May 1, 2002 Wednesday

SECTION: CAPITOL HILL HEARING TESTIMONY

LENGTH: 4328 words

COMMITTEE: HOUSE ENERGY AND COMMERCE

SUBCOMMITTEE: HEALTH

HEADLINE: PRESCRIPTION DRUG BENEFIT

TESTIMONY-BY: DR. BEATRICE BRAUN, BOARD OF DIRECTORS

AFFILIATION: AMERICAN ASSOCIATION OF RETIRED PERSONS

BODY:
Testimony The Committee on House Energy and Commerce W.J. "Billy" Tauzin, Chairman

Creating a Medicare Prescription Drug Benefit: Assessing Efforts to Help America's Low-Income Seniors

Subcommittee on Health

April 17, 2002

Dr. Beatrice Braun Board of Directors American Association of Retired Persons

Mr. Chairman and members of the Committee, I am Bea Braun, a member of AARP's Board of Directors. On behalf of our organization and its 35 million members, I want to thank you for convening this hearing and for continuing your efforts to consider approaches for adding a much needed prescription drug benefit to the Medicare program.

As AARP looks toward building retirement security for today's older Americans and the baby boom population, we believe no person is economically secure without adequate medical insurance.

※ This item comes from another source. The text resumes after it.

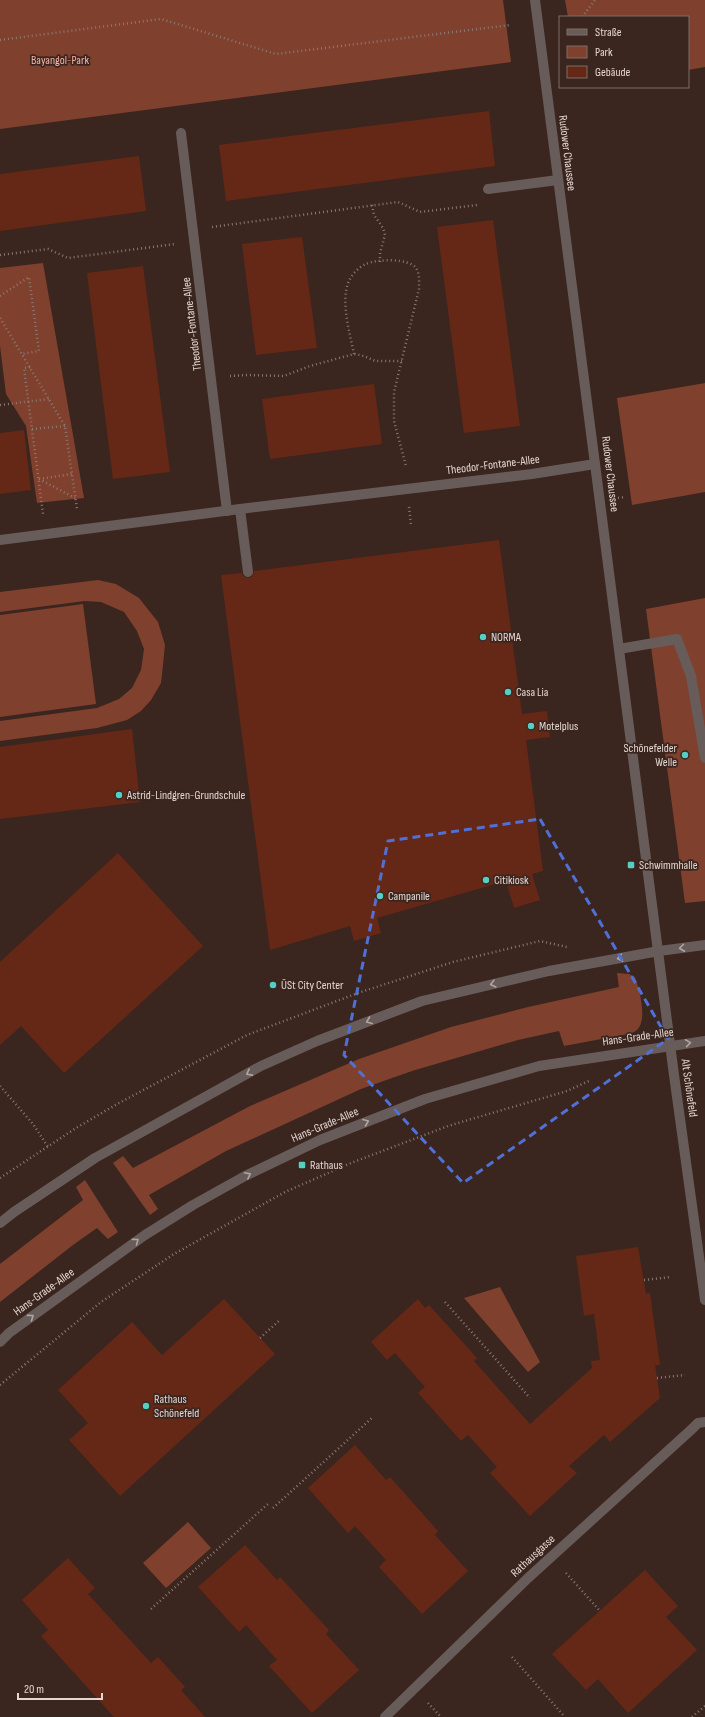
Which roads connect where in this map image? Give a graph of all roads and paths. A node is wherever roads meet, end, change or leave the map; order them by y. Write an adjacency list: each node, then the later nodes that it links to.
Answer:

The structure of retirement security is no longer simply the "three-legged stool" of Social Security, private pensions, and personal savings, but rather four pillars consisting of: Social Security, pensions and savings, earnings, and, importantly, stable, affordable and adequate health insurance.

Consequently, now more than ever, Americans of all ages are looking to Medicare's guarantee of affordable health care coverage as part of the foundation of their retirement planning. But there is a serious gap in Medicare's protection - the absence of reliable prescription drug coverage. While modern medicine increasingly relies on drug therapies, the benefits of these prescription drugs elude more Medicare beneficiaries every day. Drug costs continue to rise unabated. Employer-based retiree health coverage is eroding. Managed care plans in Medicare have scaled back their drug benefits. The cost of private coverage is increasingly unaffordable. State programs provide only a limited safety net. Therefore, the need for a Medicare drug benefit for all beneficiaries will only continue to grow.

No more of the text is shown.